Because you live in two different worlds!
You live in the world of implementation. You have a mission. It’s a good mission. And it takes money to make it happen. You get money from donors, and then you use it. You could call this commerce world, as Hall of Fame charitable giving researcher Dr. Russell James describes in his Fundraising Myth & Science book series.
Your donors, on the other hand, live in a world where they get to make a profound difference in people’s lives and their own. They want to save kids, protect rainforests, help disadvantaged youth get into college, or help the local museum stay open. Dr. James calls this story world.
In story world, your nonprofit isn’t the hero. The donor is.
So let’s look at six things your donors don’t care about that you thought they did, because they live in story world but you live in commerce world.
- Your Charity’s Financial Efficiency
Wait, what?
So much print gets dedicated to evaluating charities and using sites like Charity Navigator. The reasoning behind these articles and sites is to make sure your nonprofit of choice uses its dollars wisely.
But who writes that print? Journalists, financial advisors, finance magazines. In other words, people who live in commerce world and have little interest in donating to your specific nonprofit.

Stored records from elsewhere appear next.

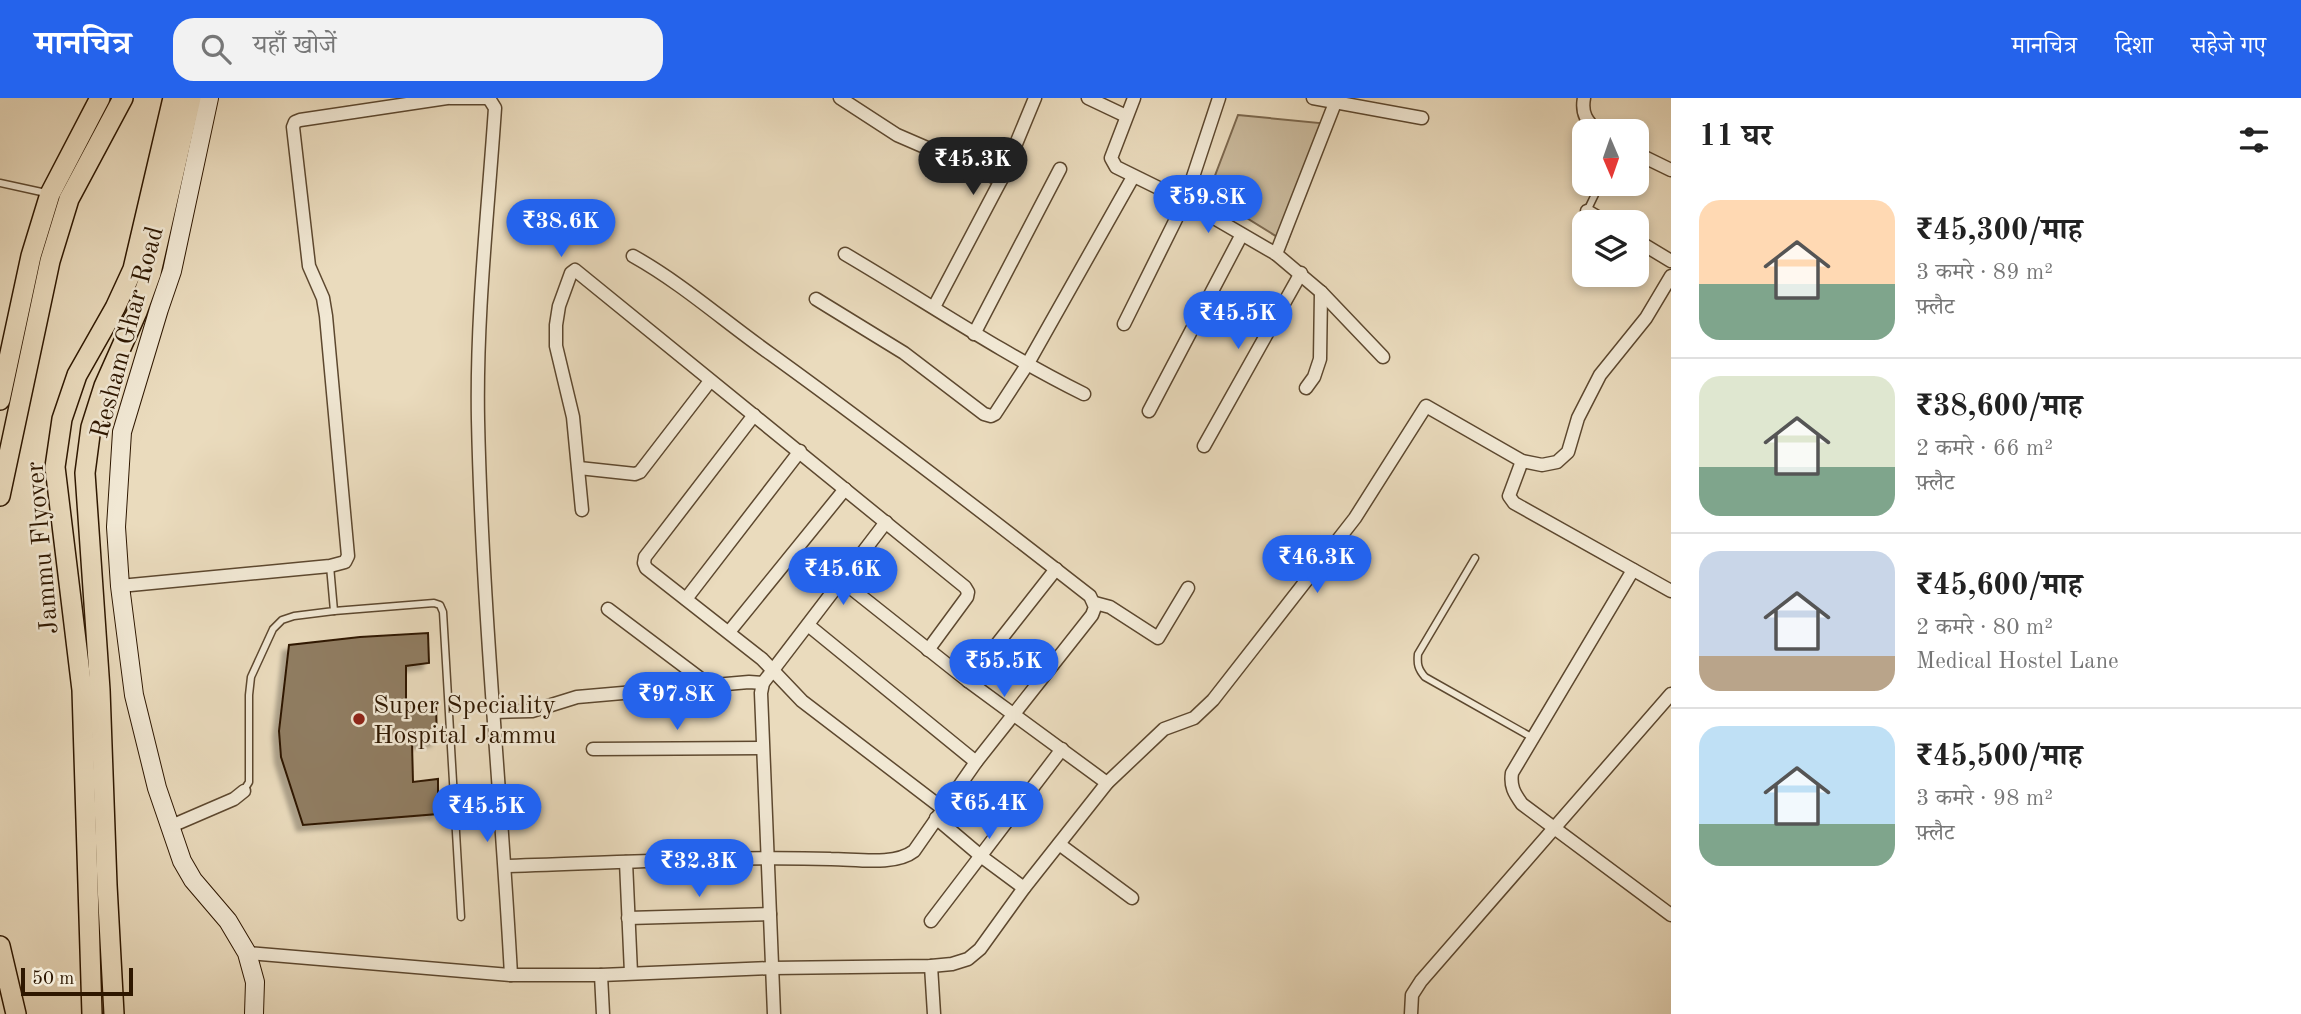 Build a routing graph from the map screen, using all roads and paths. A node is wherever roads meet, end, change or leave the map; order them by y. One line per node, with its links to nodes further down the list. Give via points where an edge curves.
1 (100, 98): 24 (main road)
2 (123, 98): 52 (main road, via 65,211 50,261)
3 (173, 98): 107 (main road, Jammu Flyover, via 133,270 77,375 62,419 55,467 82,690)
4 (191, 98): 108 (main road, Jammu Flyover, via 151,273 104,386 91,427 85,472)
5 (209, 98): 60 (street, Resham Ghar Road, via 172,271 122,432 116,527)
6 (449, 98): 56 (street, via 300,120 293,127 309,265 326,316 348,556 345,562); 75 (street, via 486,98 495,108 478,394)
7 (840, 98): 22 (street, via 897,135)
8 (1035, 98): 22 (street)
9 (1088, 98): 15 (street)
10 (1134, 98): 15 (street)
11 (1219, 98): 25 (street)
12 (1313, 98): 14 (street)
13 (1584, 98): 17 (street)
14 (1335, 103): 16 (street); 29 (street)
15 (1126, 116): 21 (street, via 1111,158 1116,167)
16 (1422, 118)
17 (1586, 119)
18 (1649, 159): 20 (street)
19 (1060, 169): 38 (street)
20 (1671, 170)
21 (1133, 177): 25 (street); 40 (street)
22 (1001, 180): 36 (street)
23 (0, 183): 24 (lane)
24 (50, 194): 44 (main road, via 31,256)
25 (1185, 201): 26 (street); 37 (street)
26 (1241, 236): 29 (street); 45 (street)
27 (1649, 248): 31 (street)
28 (845, 254): 36 (street)
29 (1276, 254): 32 (street)
30 (633, 257): 57 (street, via 706,303)
31 (1671, 261)
32 (1301, 273): 34 (street); 47 (street)
33 (1671, 276): 49 (street, via 1646,318 1600,375 1578,418 1568,452 1549,465)
34 (1321, 292): 39 (street); 42 (street, via 1320,359)
35 (816, 299): 40 (street, via 904,353 988,416 995,414)
36 (934, 307): 38 (street)
37 (1124, 324)
38 (974, 334): 40 (street)
39 (1383, 357)
40 (1027, 365): 43 (street)
41 (710, 381): 46 (street); 50 (street, via 640,472); 50 (street, via 573,271 559,306 556,346 573,417)
42 (1306, 388)
43 (1084, 394)
44 (0, 400)
45 (1149, 411)
46 (754, 415): 48 (street); 63 (street, via 645,557 646,568)
47 (1204, 446)
48 (800, 451): 51 (street); 63 (street)
49 (1522, 461): 58 (street, via 1509,496 1514,503); 82 (street, via 1426,406 1355,518 1213,700 1194,718 1164,729)
50 (579, 468): 53 (street)
51 (845, 489): 54 (street); 68 (street)
52 (0, 496)
53 (582, 510)
54 (886, 522): 59 (street); 69 (street, via 968,592)
55 (1475, 558): 77 (lane, via 1419,654 1419,671)
56 (330, 566): 60 (street); 66 (lane)
57 (1056, 569): 64 (street); 71 (street)
58 (1633, 570): 62 (street); 77 (street)
59 (842, 581): 67 (street); 69 (street)
60 (120, 586): 85 (street, Resham Ghar Road, via 134,695)
61 (1188, 588): 64 (street, via 1158,638 1110,607)
62 (1671, 591)
63 (686, 599): 68 (street)
64 (1095, 603): 76 (street, via 1092,615)
65 (608, 609): 73 (street)
66 (334, 611): 83 (lane, via 294,616 273,629 251,677 249,782); 96 (lane, via 434,603 443,612)
67 (808, 625): 70 (street); 81 (street)
68 (729, 632): 70 (street)
69 (928, 650): 71 (street)
70 (773, 670): 72 (street); 84 (street, via 802,701)
71 (968, 681): 76 (street)
72 (763, 683): 73 (street); 78 (street)
73 (709, 685): 75 (street, via 570,698 532,711)
74 (1671, 694): 86 (street)
75 (493, 712): 91 (street)
76 (1013, 715): 80 (street); 81 (street)
77 (1533, 738): 86 (street, via 1510,782 1522,804)
78 (762, 748): 79 (street); 88 (street)
79 (593, 749)
80 (1062, 749): 82 (street); 89 (street)
81 (976, 762): 84 (street)
82 (1107, 783): 87 (street)
83 (244, 791): 85 (street)
84 (939, 813): 88 (street, via 906,857); 89 (street)
85 (169, 827): 100 (street, Resham Ghar Road, via 192,880 228,921)
86 (1556, 828): 95 (street); 113 (street, via 1422,981 1412,995)
87 (1059, 844): 92 (street); 93 (street)
88 (768, 857): 90 (street); 94 (street)
89 (982, 857): 92 (street); 98 (street)
90 (626, 862): 91 (street); 97 (street)
91 (505, 866): 104 (street)
92 (1024, 888): 101 (street, via 980,949 952,964)
93 (1132, 898)
94 (770, 914): 97 (street); 102 (street)
95 (1671, 915)
96 (461, 917)
97 (628, 918): 103 (street)
98 (931, 921)
99 (0, 946): 106 (main road)
100 (247, 953): 104 (street); 109 (street, Resham Ghar Road, via 254,982)
101 (931, 966): 102 (street); 112 (street)
102 (772, 968): 103 (street); 111 (street)
103 (631, 973): 105 (street)
104 (511, 975): 105 (street)
105 (601, 975): 110 (street)
106 (16, 1014)
107 (92, 1014)
108 (114, 1014)
109 (254, 1014)
110 (603, 1014)
111 (774, 1014)
112 (934, 1014)
113 (1411, 1014)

One fundraising experiment in the Journal of Accounting and Public Policy gave one group of donors positive financial reports documenting a charity’s efficiency while another group of donors did not receive this information.
The study found that this information “did not translate into increased actual giving.”

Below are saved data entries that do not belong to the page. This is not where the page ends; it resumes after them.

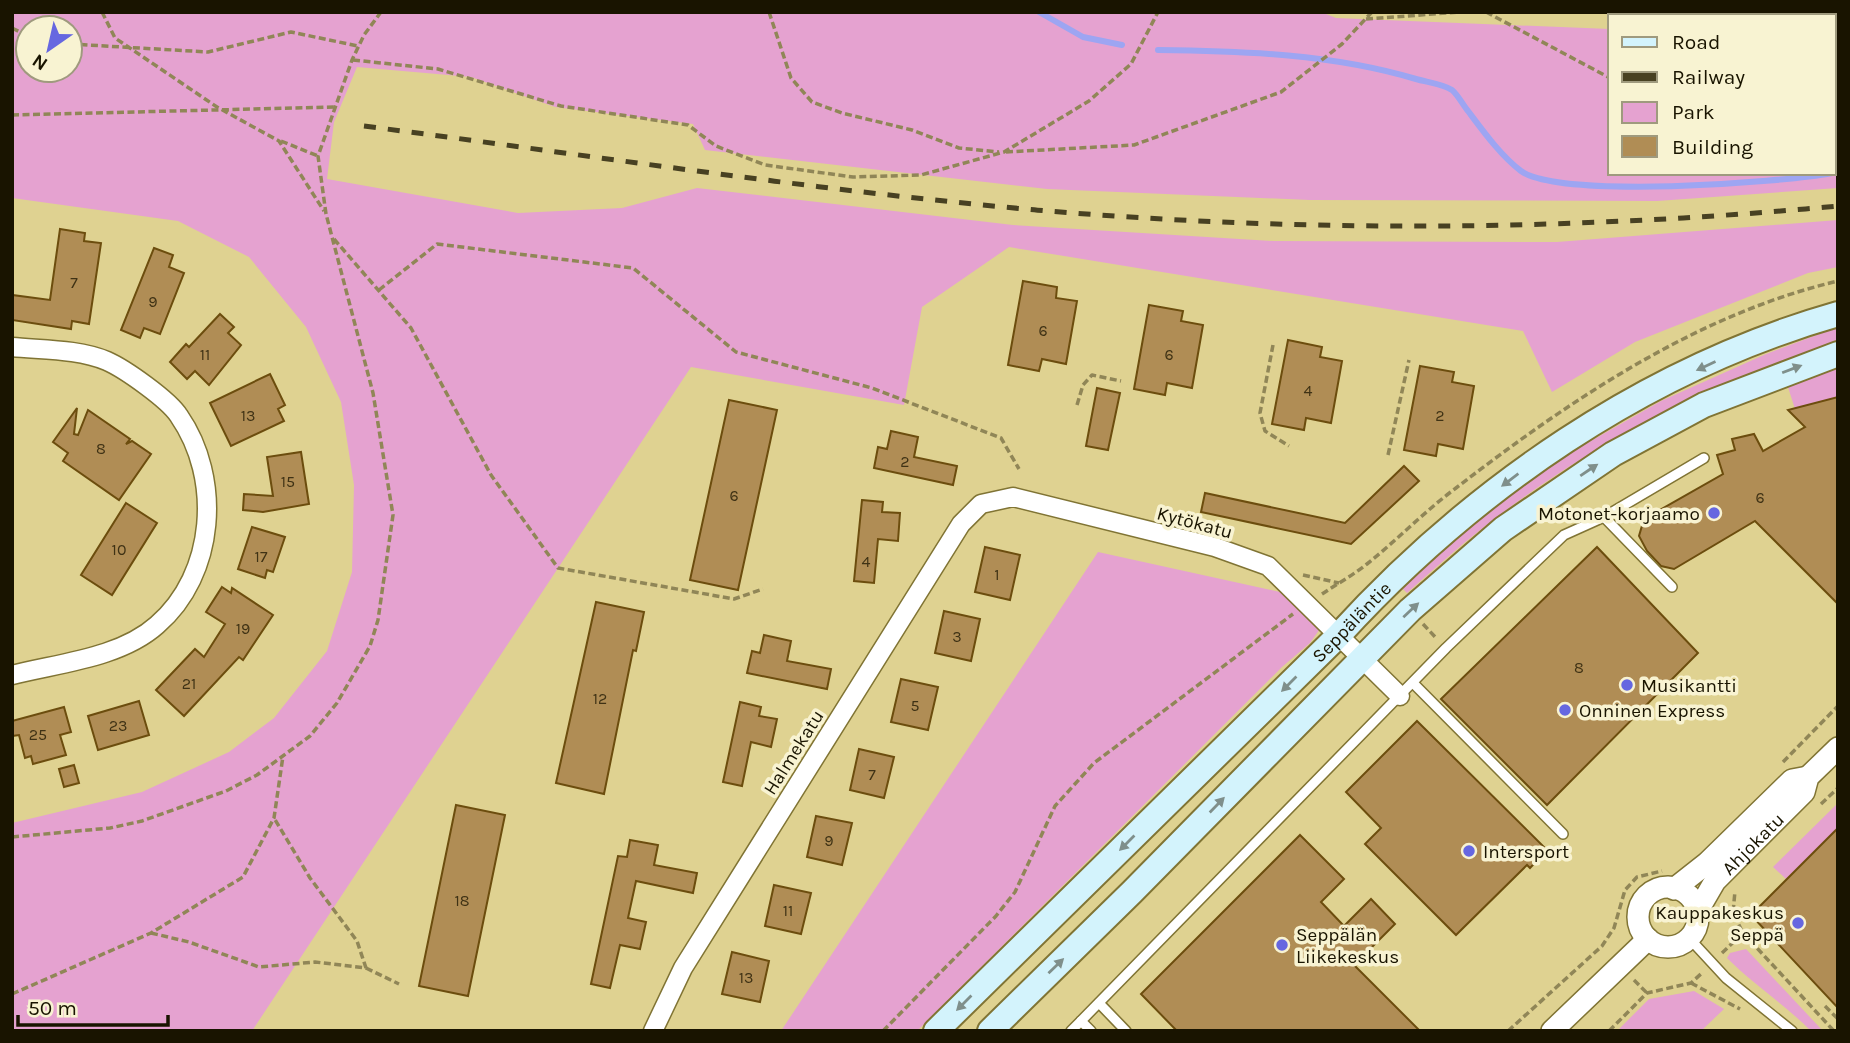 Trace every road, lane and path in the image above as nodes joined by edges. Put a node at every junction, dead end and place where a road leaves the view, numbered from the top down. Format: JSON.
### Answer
{"nodes":[{"id":1,"x":102,"y":12,"type":"edge"},
{"id":2,"x":381,"y":12,"type":"edge"},
{"id":3,"x":769,"y":12,"type":"edge"},
{"id":4,"x":1158,"y":12,"type":"edge"},
{"id":5,"x":1372,"y":12,"type":"edge"},
{"id":6,"x":1461,"y":12,"type":"edge"},
{"id":7,"x":1486,"y":12,"type":"edge"},
{"id":8,"x":1366,"y":19,"type":"junction"},
{"id":9,"x":84,"y":44,"type":"edge"},
{"id":10,"x":126,"y":46,"type":"junction"},
{"id":11,"x":359,"y":46,"type":"junction"},
{"id":12,"x":352,"y":60,"type":"junction"},
{"id":13,"x":1608,"y":77,"type":"edge"},
{"id":14,"x":335,"y":107,"type":"junction"},
{"id":15,"x":222,"y":109,"type":"junction"},
{"id":16,"x":12,"y":115,"type":"edge"},
{"id":17,"x":279,"y":141,"type":"junction"},
{"id":18,"x":1004,"y":152,"type":"junction"},
{"id":19,"x":318,"y":156,"type":"junction"},
{"id":20,"x":326,"y":214,"type":"junction"},
{"id":21,"x":332,"y":237,"type":"junction"},
{"id":22,"x":379,"y":290,"type":"junction"},
{"id":23,"x":1838,"y":314,"type":"edge"},
{"id":24,"x":1273,"y":345,"type":"dead end"},
{"id":25,"x":12,"y":347,"type":"edge"},
{"id":26,"x":1838,"y":354,"type":"edge"},
{"id":27,"x":1409,"y":360,"type":"dead end"},
{"id":28,"x":1121,"y":381,"type":"dead end"},
{"id":29,"x":1077,"y":405,"type":"dead end"},
{"id":30,"x":1289,"y":446,"type":"dead end"},
{"id":31,"x":1388,"y":455,"type":"dead end"},
{"id":32,"x":1704,"y":458,"type":"dead end"},
{"id":33,"x":1019,"y":469,"type":"dead end"},
{"id":34,"x":981,"y":504,"type":"joint"},
{"id":35,"x":1604,"y":517,"type":"junction"},
{"id":36,"x":1672,"y":587,"type":"dead end"},
{"id":37,"x":763,"y":589,"type":"dead end"},
{"id":38,"x":1338,"y":636,"type":"junction"},
{"id":39,"x":1362,"y":658,"type":"junction"},
{"id":40,"x":12,"y":675,"type":"edge"},
{"id":41,"x":1413,"y":683,"type":"junction"},
{"id":42,"x":1400,"y":696,"type":"junction"},
{"id":43,"x":1838,"y":748,"type":"edge"},
{"id":44,"x":283,"y":756,"type":"junction"},
{"id":45,"x":1808,"y":777,"type":"junction"},
{"id":46,"x":1838,"y":788,"type":"edge"},
{"id":47,"x":1819,"y":806,"type":"dead end"},
{"id":48,"x":274,"y":818,"type":"junction"},
{"id":49,"x":1563,"y":834,"type":"dead end"},
{"id":50,"x":12,"y":836,"type":"edge"},
{"id":51,"x":1744,"y":881,"type":"dead end"},
{"id":52,"x":1674,"y":889,"type":"junction"},
{"id":53,"x":1697,"y":912,"type":"junction"},
{"id":54,"x":151,"y":933,"type":"junction"},
{"id":55,"x":1743,"y":933,"type":"junction"},
{"id":56,"x":1689,"y":938,"type":"junction"},
{"id":57,"x":1648,"y":939,"type":"junction"},
{"id":58,"x":1712,"y":963,"type":"junction"},
{"id":59,"x":366,"y":968,"type":"junction"},
{"id":60,"x":1691,"y":983,"type":"junction"},
{"id":61,"x":399,"y":984,"type":"dead end"},
{"id":62,"x":12,"y":994,"type":"edge"},
{"id":63,"x":1099,"y":1003,"type":"junction"},
{"id":64,"x":1825,"y":1006,"type":"dead end"},
{"id":65,"x":1752,"y":1016,"type":"dead end"},
{"id":66,"x":1838,"y":1019,"type":"edge"},
{"id":67,"x":1081,"y":1021,"type":"junction"},
{"id":68,"x":653,"y":1031,"type":"edge"},
{"id":69,"x":936,"y":1031,"type":"edge"},
{"id":70,"x":990,"y":1031,"type":"edge"},
{"id":71,"x":1071,"y":1031,"type":"edge"},
{"id":72,"x":1091,"y":1031,"type":"edge"},
{"id":73,"x":1126,"y":1031,"type":"edge"},
{"id":74,"x":1552,"y":1031,"type":"edge"},
{"id":75,"x":1609,"y":1031,"type":"edge"},
{"id":76,"x":1792,"y":1031,"type":"edge"},
{"id":77,"x":1834,"y":1031,"type":"edge"}],
"edges":[{"from":1,"to":10,"type":"path"},
{"from":2,"to":11,"type":"path"},
{"from":3,"to":18,"type":"path"},
{"from":4,"to":18,"type":"path"},
{"from":5,"to":8,"type":"path"},
{"from":6,"to":8,"type":"path"},
{"from":7,"to":13,"type":"path"},
{"from":8,"to":18,"type":"path"},
{"from":9,"to":10,"type":"path"},
{"from":10,"to":11,"type":"path"},
{"from":10,"to":15,"type":"path"},
{"from":11,"to":12,"type":"path"},
{"from":12,"to":14,"type":"path"},
{"from":12,"to":18,"type":"path"},
{"from":14,"to":15,"type":"path"},
{"from":14,"to":19,"type":"path"},
{"from":15,"to":16,"type":"path"},
{"from":15,"to":17,"type":"path"},
{"from":17,"to":19,"type":"path"},
{"from":17,"to":20,"type":"path"},
{"from":19,"to":20,"type":"path"},
{"from":20,"to":21,"type":"path"},
{"from":21,"to":22,"type":"path"},
{"from":21,"to":44,"type":"path"},
{"from":22,"to":33,"type":"path"},
{"from":22,"to":37,"type":"path"},
{"from":23,"to":38,"type":"main road","name":"Seppäläntie","one_way":true},
{"from":24,"to":30,"type":"path"},
{"from":25,"to":40,"type":"street"},
{"from":39,"to":26,"type":"main road","name":"Seppäläntie","one_way":true},
{"from":27,"to":31,"type":"path"},
{"from":28,"to":29,"type":"path"},
{"from":32,"to":35,"type":"lane"},
{"from":34,"to":38,"type":"street","name":"Kytökatu"},
{"from":34,"to":68,"type":"street","name":"Halmekatu"},
{"from":35,"to":36,"type":"lane"},
{"from":35,"to":41,"type":"lane"},
{"from":38,"to":39,"type":"street","name":"Kytökatu"},
{"from":38,"to":69,"type":"main road","name":"Seppäläntie","one_way":true},
{"from":39,"to":42,"type":"street","name":"Kytökatu"},
{"from":70,"to":39,"type":"main road","name":"Seppäläntie","one_way":true},
{"from":41,"to":42,"type":"lane"},
{"from":41,"to":49,"type":"lane"},
{"from":42,"to":63,"type":"lane"},
{"from":43,"to":45,"type":"street","name":"Ahjokatu"},
{"from":44,"to":48,"type":"path"},
{"from":44,"to":50,"type":"path"},
{"from":45,"to":52,"type":"street","name":"Ahjokatu"},
{"from":45,"to":53,"type":"street","name":"Ahjokatu"},
{"from":46,"to":47,"type":"path"},
{"from":48,"to":54,"type":"path"},
{"from":48,"to":59,"type":"path"},
{"from":51,"to":55,"type":"path"},
{"from":52,"to":53,"type":"street"},
{"from":52,"to":57,"type":"street"},
{"from":53,"to":56,"type":"street"},
{"from":54,"to":59,"type":"path"},
{"from":54,"to":62,"type":"path"},
{"from":55,"to":58,"type":"path"},
{"from":55,"to":77,"type":"path"},
{"from":56,"to":57,"type":"street"},
{"from":56,"to":58,"type":"lane"},
{"from":57,"to":74,"type":"street"},
{"from":58,"to":60,"type":"path"},
{"from":58,"to":76,"type":"lane"},
{"from":59,"to":61,"type":"path"},
{"from":60,"to":65,"type":"path"},
{"from":60,"to":75,"type":"path"},
{"from":63,"to":67,"type":"lane"},
{"from":63,"to":73,"type":"lane"},
{"from":64,"to":66,"type":"path"},
{"from":67,"to":71,"type":"lane"},
{"from":67,"to":72,"type":"lane"}]}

In another experiment in the same journal, donors were offered the chance to give to a variety of charities, but the charities were unknown to them. They had to give based on other information, and one piece of information available to them was the financial efficiency of each charity.
The study found that the “majority of actual donors were unwilling to obtain this information.” And this observation held true even if the information was easy to obtain, they were trained in business management, and they were told the information was important so they could ‘donate their resources more efficiently.’
In short, they just didn’t care.
There are tons of other studies backing up this idea.
This one’s a real shocker:
One experiment informed certain donors that their charity of choice had better-than-expected overhead expense ratios. After learning this, a third of these donors actually reduced their giving!
Their rationale? They believed they could still have the same charitable impact by giving less money.
In other words, you did your job too well, and the donors figured you didn’t need as much money to keep doing it.
When you speak to donors as if they are in commerce world, they will behave that way, treating giving like a transaction instead of an emotional, relational decision.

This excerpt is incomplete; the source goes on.